Preventing the open 3-pointer and avoiding defensive lapses at key times have plagued Missouri all season.
Those problems caused the Tigers to lose two straight heading into Tuesday’s game, and they continued.
Belmont used an outside offensive attack and a dominating second-half run to upset the No. 23 Tigers 71-67 at Hearnes Center.
The Tigers’ third straight loss filled the locker room with surprise and disappointment.
“It was an abysmal effort on our part,” MU coach Quin Snyder said.
Said MU guard Jimmy McKinney: “People shouldn’t come in our house and beat us in our own backyard.”
Said MU swingman Rickey Paulding: “It was more disappointing than anything. We have to bounce back. We have to get better. We have to turn it around.”
A 12-0 run midway through the second half let the Bruins take control and extended their lead to 57-47, the largest of the game. Belmont reserve guard Nick Otis, averaging 6.9 points entering the game, hit two 3-pointers in the run, including one from NBA range. He finished with 15 points.
Missouri answered with a run, and a two-handed baseline slam from forward Linas Kleiza brought the Tigers within 57-53. After forcing several questionable 3-pointers from NBA distance, McKinney moved a little closer and converted to cut the Belmont lead to 59-58 with 4:13 to play.
Jason Conley went to the free-throw line and made one of two shots, his only point of the game, to tie it at 59. The Bruins (6-3) continued to battle; guard Jese Snyder scored a layup off a missed 3-pointer, and guard Steve Drabyn made a 3 from the right wing to push the lead to 64-59.
After a Kleiza layup, Belmont’s Josh Goodwin scored his only basket, a 3-pointer off a high screen to put the Bruins up by six again. Paulding hit two 3-pointers, with two Belmont free throws in between, to bring the Belmont lead to 69-67.
Guard Josh Kroenke fouled Drabyn to send him to the free-throw line for a one-and-one with 12 seconds left. Drabyn missed the first, but Belmont forward Adam Mark corralled the rebound and gave it back to Drabyn, who led Belmont with 16 points. This time, he made his free throws and secured the win.
Mark’s offensive rebound was the most difficult for Snyder to handle.
“We have to have that ball,” he said.
Snyder continues to lament a lack of consistent effort in his players. He said he sees hard work in practice that has yet to make its way into games. Snyder could not pinpoint the reason for that, but he willingly took the blame.

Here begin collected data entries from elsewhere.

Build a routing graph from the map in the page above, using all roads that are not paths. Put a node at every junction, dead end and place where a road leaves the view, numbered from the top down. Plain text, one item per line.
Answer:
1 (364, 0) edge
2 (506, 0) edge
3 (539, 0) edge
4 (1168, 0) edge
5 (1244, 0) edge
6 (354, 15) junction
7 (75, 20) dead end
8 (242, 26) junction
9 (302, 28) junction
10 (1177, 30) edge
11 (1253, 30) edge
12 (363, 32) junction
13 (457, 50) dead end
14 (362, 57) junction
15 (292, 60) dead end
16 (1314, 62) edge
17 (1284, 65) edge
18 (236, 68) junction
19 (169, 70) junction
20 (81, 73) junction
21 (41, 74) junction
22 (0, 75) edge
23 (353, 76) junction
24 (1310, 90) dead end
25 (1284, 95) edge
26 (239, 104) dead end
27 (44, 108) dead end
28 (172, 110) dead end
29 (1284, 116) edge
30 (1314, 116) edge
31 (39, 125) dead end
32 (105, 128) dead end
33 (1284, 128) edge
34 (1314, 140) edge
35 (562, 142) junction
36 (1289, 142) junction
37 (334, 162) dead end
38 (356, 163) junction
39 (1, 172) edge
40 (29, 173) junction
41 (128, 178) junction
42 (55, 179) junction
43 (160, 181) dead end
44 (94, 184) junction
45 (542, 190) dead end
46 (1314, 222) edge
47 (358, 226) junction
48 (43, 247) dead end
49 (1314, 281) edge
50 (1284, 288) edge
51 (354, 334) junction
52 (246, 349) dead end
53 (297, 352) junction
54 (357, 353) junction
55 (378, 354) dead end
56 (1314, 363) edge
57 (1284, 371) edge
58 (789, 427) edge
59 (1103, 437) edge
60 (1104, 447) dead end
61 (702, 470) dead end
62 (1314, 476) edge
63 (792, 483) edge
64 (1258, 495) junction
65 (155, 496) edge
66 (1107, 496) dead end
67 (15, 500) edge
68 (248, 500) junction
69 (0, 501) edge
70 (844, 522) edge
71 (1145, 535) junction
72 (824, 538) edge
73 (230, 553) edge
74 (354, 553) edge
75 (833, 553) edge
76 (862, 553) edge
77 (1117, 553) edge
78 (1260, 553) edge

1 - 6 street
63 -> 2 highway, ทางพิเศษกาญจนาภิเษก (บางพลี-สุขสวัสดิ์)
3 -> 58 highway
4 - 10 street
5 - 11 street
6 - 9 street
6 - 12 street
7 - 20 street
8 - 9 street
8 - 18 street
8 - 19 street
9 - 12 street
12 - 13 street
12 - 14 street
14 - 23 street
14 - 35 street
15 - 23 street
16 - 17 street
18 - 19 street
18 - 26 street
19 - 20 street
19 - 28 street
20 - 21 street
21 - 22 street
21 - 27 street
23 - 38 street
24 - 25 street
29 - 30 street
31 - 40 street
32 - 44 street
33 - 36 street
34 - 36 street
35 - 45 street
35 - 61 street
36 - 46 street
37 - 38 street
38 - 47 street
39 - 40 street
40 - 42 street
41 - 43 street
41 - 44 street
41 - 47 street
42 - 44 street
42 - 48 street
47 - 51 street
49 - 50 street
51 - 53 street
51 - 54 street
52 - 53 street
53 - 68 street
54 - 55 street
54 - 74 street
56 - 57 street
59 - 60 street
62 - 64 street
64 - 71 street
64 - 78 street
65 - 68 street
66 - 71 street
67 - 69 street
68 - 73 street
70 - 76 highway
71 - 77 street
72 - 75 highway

“I’m not hiding behind my players; I’m their leader,” he said. “We can look at everybody in our locker room and nobody can say, ‘I did everything I can do.’ We need to look in ourselves and say, ‘What more can I do?’”
Belmont entered the game having attempted the second-most 3-pointers in the NCAA. It stayed true to form Tuesday: 35 of its 55 attempts were from the outside. The Bruins made 13 (37 percent), enough to earn Belmont its biggest win since moving from the NAIA to the NCAA’s Division I seven years ago.

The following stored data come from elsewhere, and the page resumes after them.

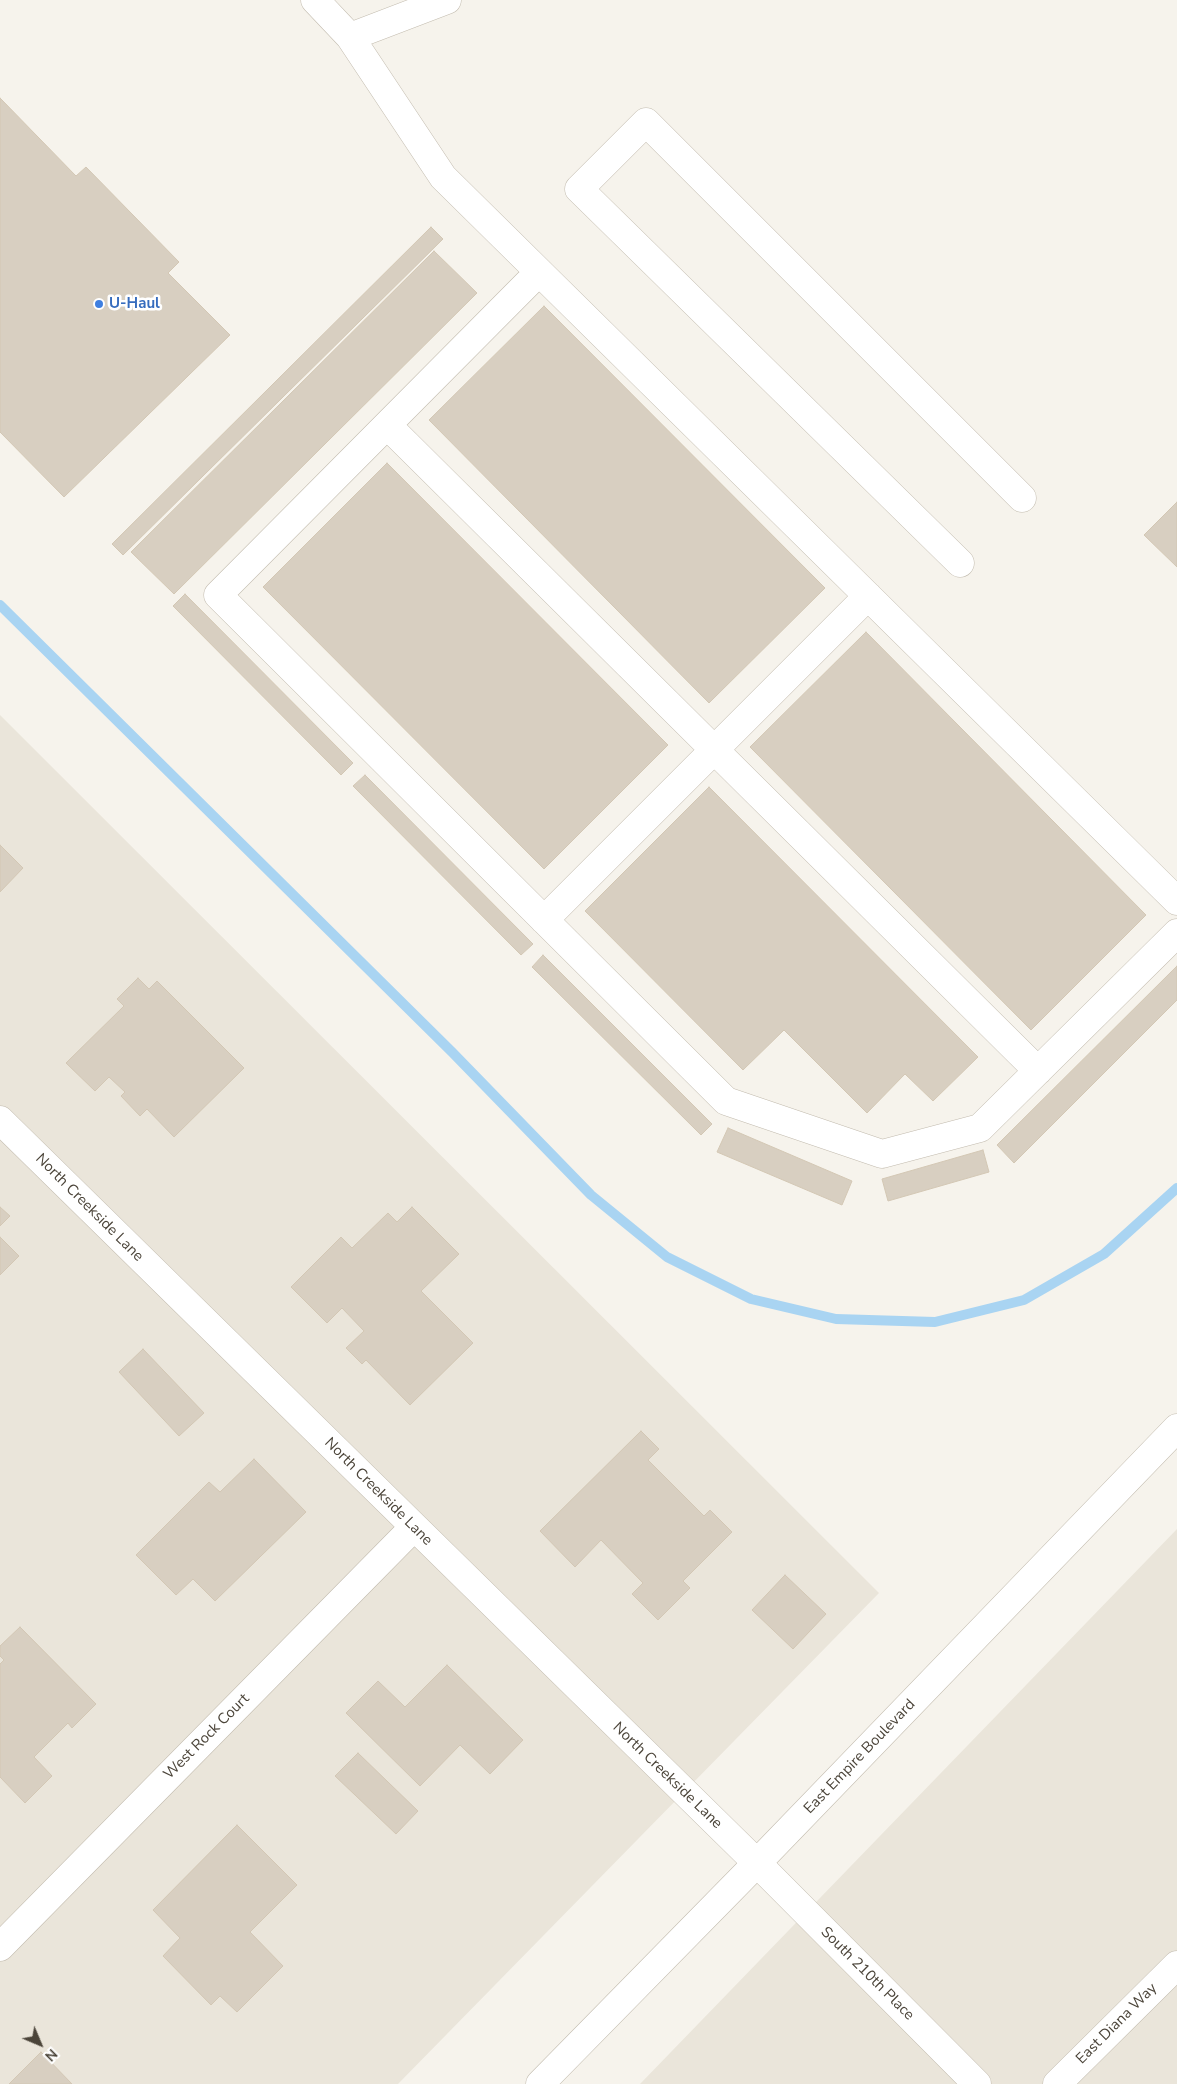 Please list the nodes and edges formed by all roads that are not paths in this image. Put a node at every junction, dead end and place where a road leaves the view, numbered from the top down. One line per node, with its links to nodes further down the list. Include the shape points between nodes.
1 (315, 0): 3 (street)
2 (447, 0): 3 (street)
3 (350, 37): 4 (street, via 443,177)
4 (539, 272): 5 (street); 8 (street)
5 (388, 425): 9 (street); 11 (street, via 218,595)
6 (1022, 498): 7 (street, via 646,122 579,189)
7 (960, 563)
8 (868, 596): 9 (street); 10 (street)
9 (714, 750): 11 (street); 13 (street)
10 (1177, 901)
11 (544, 920): 13 (street, via 726,1101 882,1154 980,1128)
12 (1177, 933): 13 (street)
13 (1038, 1071)
14 (0, 1120): 16 (street, North Creekside Lane)
15 (1177, 1428): 17 (street, East Empire Boulevard)
16 (414, 1527): 17 (street, North Creekside Lane); 18 (street, West Rock Court)
17 (757, 1863): 20 (street, East Empire Boulevard); 21 (street, South 210th Place)
18 (0, 1947)
19 (1177, 1965): 22 (street, East Diana Way)
20 (540, 2084)
21 (977, 2084)
22 (1057, 2084)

“It’s very big for Belmont University and certainly for those men in (the locker room),” Belmont coach Rick Byrd said. “It’s been every day of their life to make this happen.”
The Tigers again struggled with turnovers, committing 15 that lead to 22 Belmont points. Missouri was unable to match Belmont’s long-range proficiency, making 7-of-26 (27 percent).
Both teams struggled from the field early, but Kleiza scored 10 consecutive points in the first half to put the Tigers up 17-14.
Belmont scored one field goal in a 5:46 stretch in the first half, and Missouri pushed out to a 31-21 lead. The Bruins found their stroke after that, as a 12-3 Belmont run in the final 2:37 cut the Missouri lead to 34-33 at halftime.
Missouri’s Travon Bryant and Arthur Johnson both committed two fouls in the first half, forcing them to the bench. Neither was able to assert himself in the second: despite matching up against smaller defenders, Bryant had only two points and Johnson 10.
Johnson was sullen after the loss and hinted at increasing his duties as a senior.
“Maybe I should put the blame partly on myself, because maybe we need somebody to step up and take over the leadership role,” he said. “Maybe I should put it on myself because I just need to lead everybody.”
Just down the hall in the Belmont locker room, the mood was radically different. The Bruins were ready to celebrate, but Byrd said it might not be the typical college students’ revelry.
“We’re a southern Baptist school; we don’t do champagne,” he said. “We’ll have pizza and Cokes on the bus, and we’ve got a seven-hour ride ahead of us.”